It's very tempting when writing about Haseeb Hameed to talk about the fall and rise.
A young hope, his light nearly snuffed out by injuries and a near-total cessation of runs, is cast out by his native county. He grows a beard, grows his hair, grows to love cricket again under more sympathetic stewardship at a club also searching for its soul after barren years. The runs come back, so too the wins, and he returns to the international fold like the prodigal son. Get some quotes, pad it out with some adverbs, bingo, 600 words of pure molten narrative. But this is not that piece.
Now, don't get me wrong. I like narrative. I'm a commentator, how can I not?
Narrative is integral to the understanding and enjoyment of sport, perhaps no sport more than cricket where even the shortest format behooves you to spend three to four hours in its protagonists' company.
Expand that to multiple blocks of four or five days, and, if you have a curious bone in your body, the story-making potential slaps you in the face. Narrative helps to frame on- and off-field events that individually can seem disconnected, inconsequential, or inexplicable. It's what turns a person hurling a leather orb at another person wearing foam armour and wielding an expensive stick into something utterly captivating, something you will gleefully get up at 3am to talk about.
Narrative tells sport why it matters, and how much it matters – not too much, but always enough. "The most important of the least important things," the great AC Milan manager Arrigo Sacchi called it, and without narrative we can't understand either half of that beautifully simple truth.

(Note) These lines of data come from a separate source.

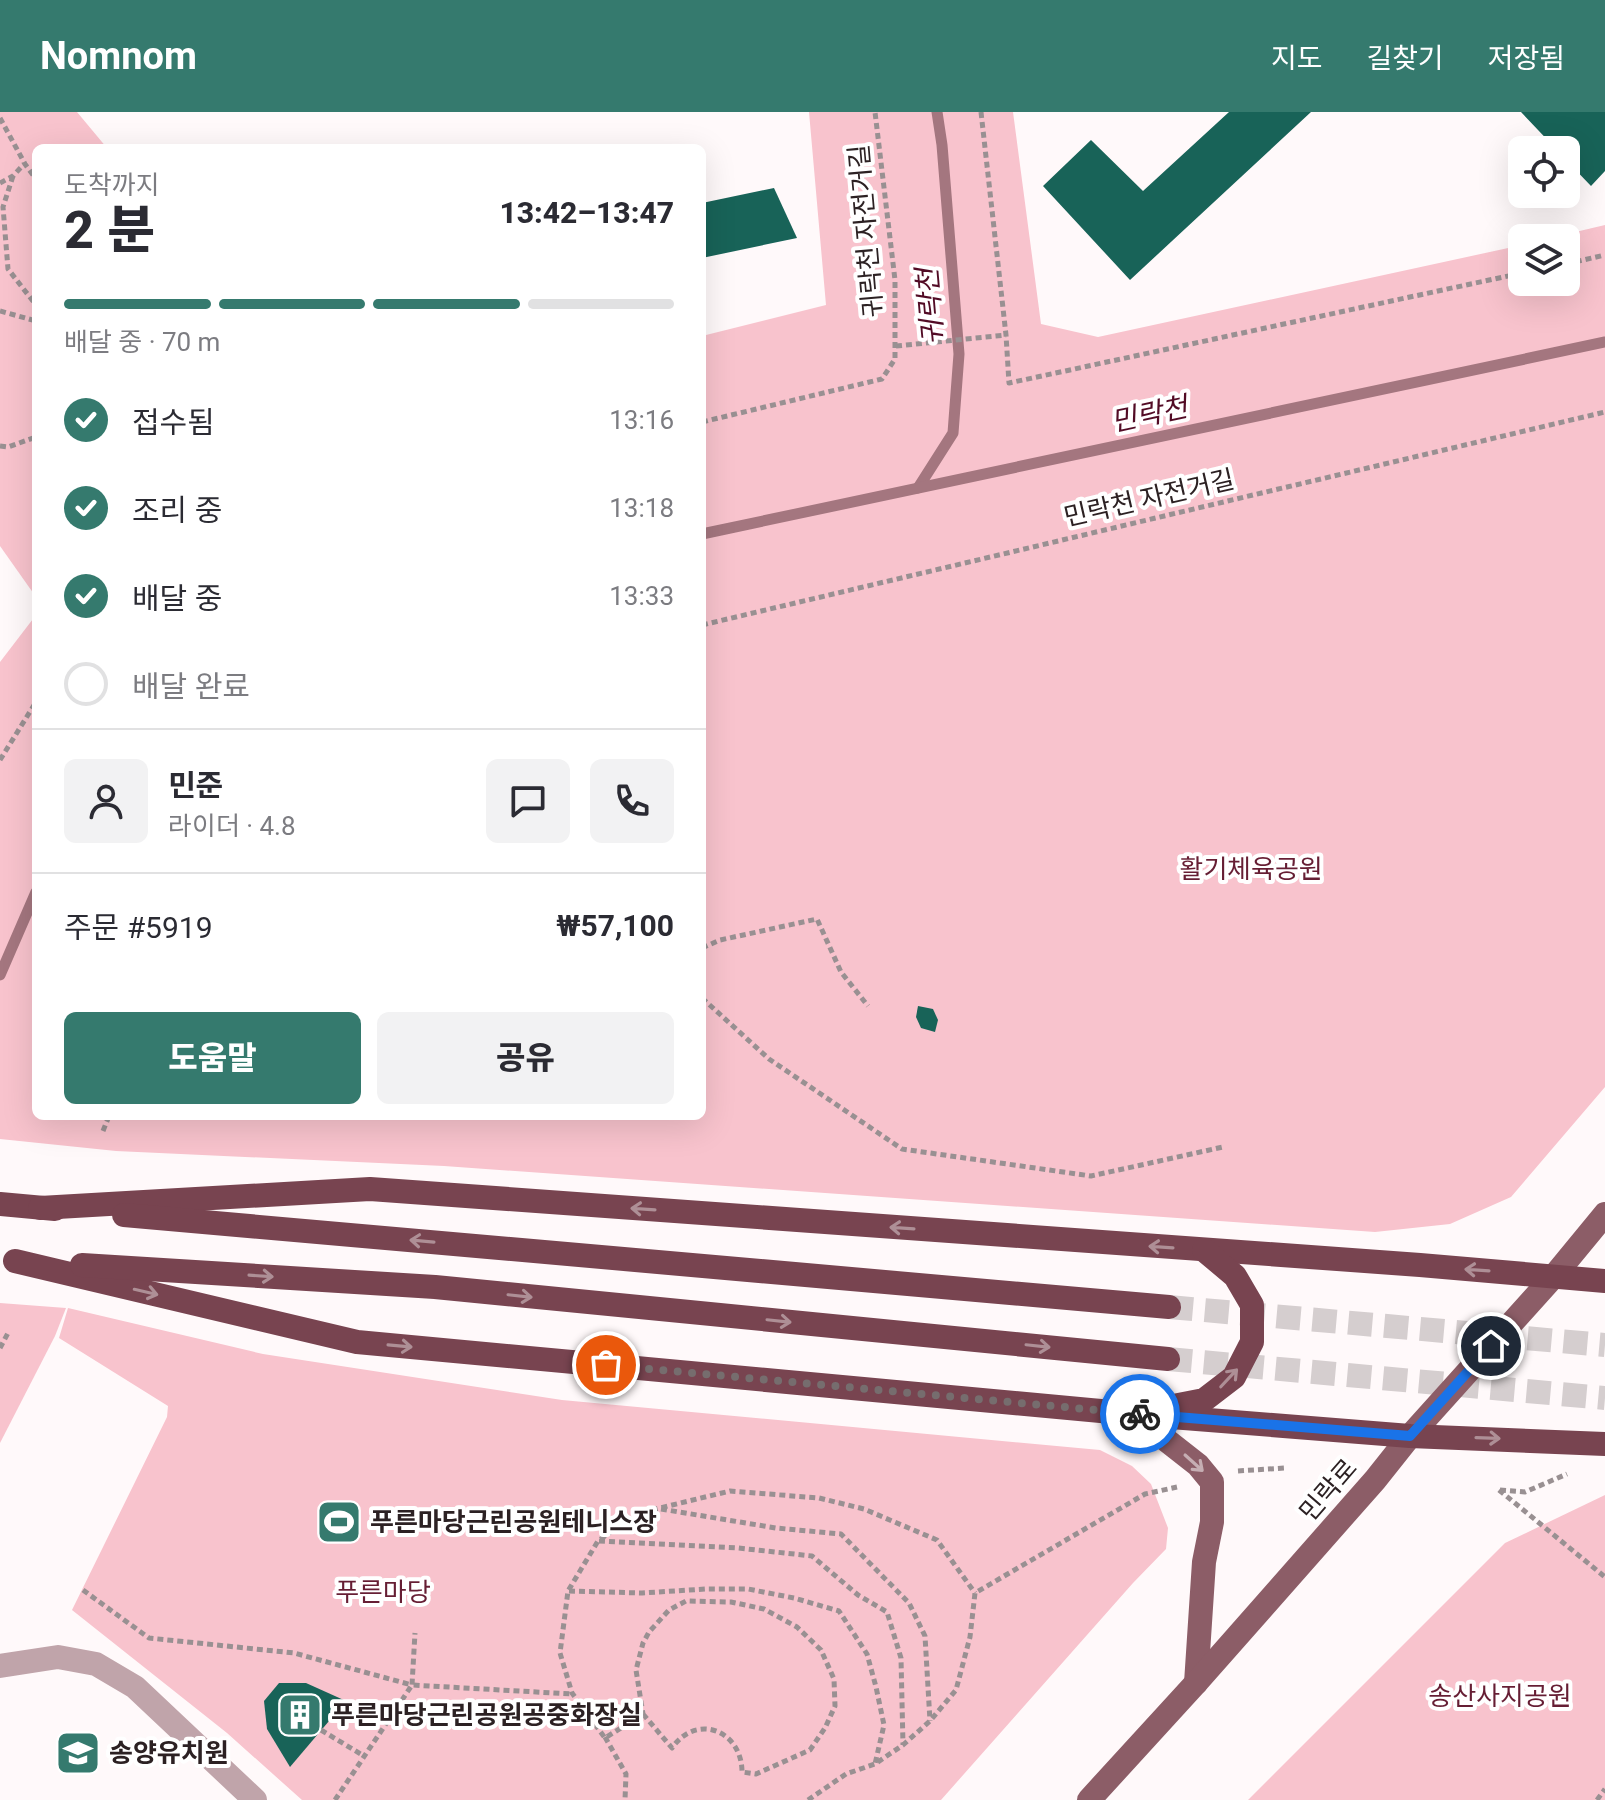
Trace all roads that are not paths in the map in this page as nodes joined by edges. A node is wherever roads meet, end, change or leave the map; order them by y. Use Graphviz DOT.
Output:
graph roads {
  1 [pos="0,1204"];
  2 [pos="40,1208"];
  3 [pos="1605,1214"];
  4 [pos="1204,1250"];
  5 [pos="8,1260"];
  6 [pos="1554,1276"];
  7 [pos="1605,1281"];
  8 [pos="1169,1307"];
  9 [pos="1168,1359"];
  10 [pos="1133,1414"];
  11 [pos="1410,1436"];
  12 [pos="1605,1444"];
  13 [pos="0,1666"];
  14 [pos="1196,1683"];
  15 [pos="255,1800"];
  16 [pos="1089,1800"];
  1 -- 2 [label="highway"];
  4 -- 2 [label="highway, one-way"];
  8 -- 2 [label="highway, one-way"];
  3 -- 6 [label="main road, 민락로"];
  6 -- 4 [label="highway, one-way"];
  10 -- 4 [label="highway, one-way"];
  5 -- 9 [label="highway, one-way"];
  5 -- 10 [label="highway, one-way"];
  6 -- 7 [label="highway"];
  6 -- 11 [label="main road, 민락로"];
  10 -- 11 [label="highway"];
  10 -- 14 [label="main road, one-way"];
  11 -- 12 [label="highway, one-way"];
  11 -- 14 [label="main road, 민락로"];
  13 -- 15 [label="street"];
  14 -- 16 [label="main road, 민락로"];
}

But narrative can also blind. They can turn events into inevitabilities, and people into units of drama.
The prodigal son, the reborn golden child, the chosen one – when we focus too much on these tropes, we forget that Hameed is not following a pre-set track, but is doing things with his bat and with his mind. He went to India to study batting against spin when he was a schoolboy. He kept fighting for runs when they would not come at Lancashire, when his director of cricket was criticising him in public.
He made the active choice to go to Nottinghamshire, to work with Peter Moores who, for all his failings as England head coach, is one of the best in the world at helping batters find their confidence again. He did the work to clear away the clutter and strip his game back to its component parts – judgement of line, belief in his method and, above all, scoring runs rather than survival for survival's sake.
These things did not happen to him, did not arise as emergent properties of his character arc – he, a human being who is very skilled at his profession, did them. The reason sporting narratives are so compelling is that, unlike those on stage or screen, there is no script. Unlike those in books, you can't skip to the end, because it has not been written. You can arm yourself with all of the numerical, experiential and observations tools at your disposal, use them entirely correctly and proportionately and still be wrong.
Haseeb Hameed is back in the England Test squad because, when a beautiful man called Ben slipped in his socks on a dressing room floor and England's top-order backup had to take the gloves, there was a space for an opener and he had been scoring runs. The rise and fall is the cleaner narrative – but it's the mess that makes sport great.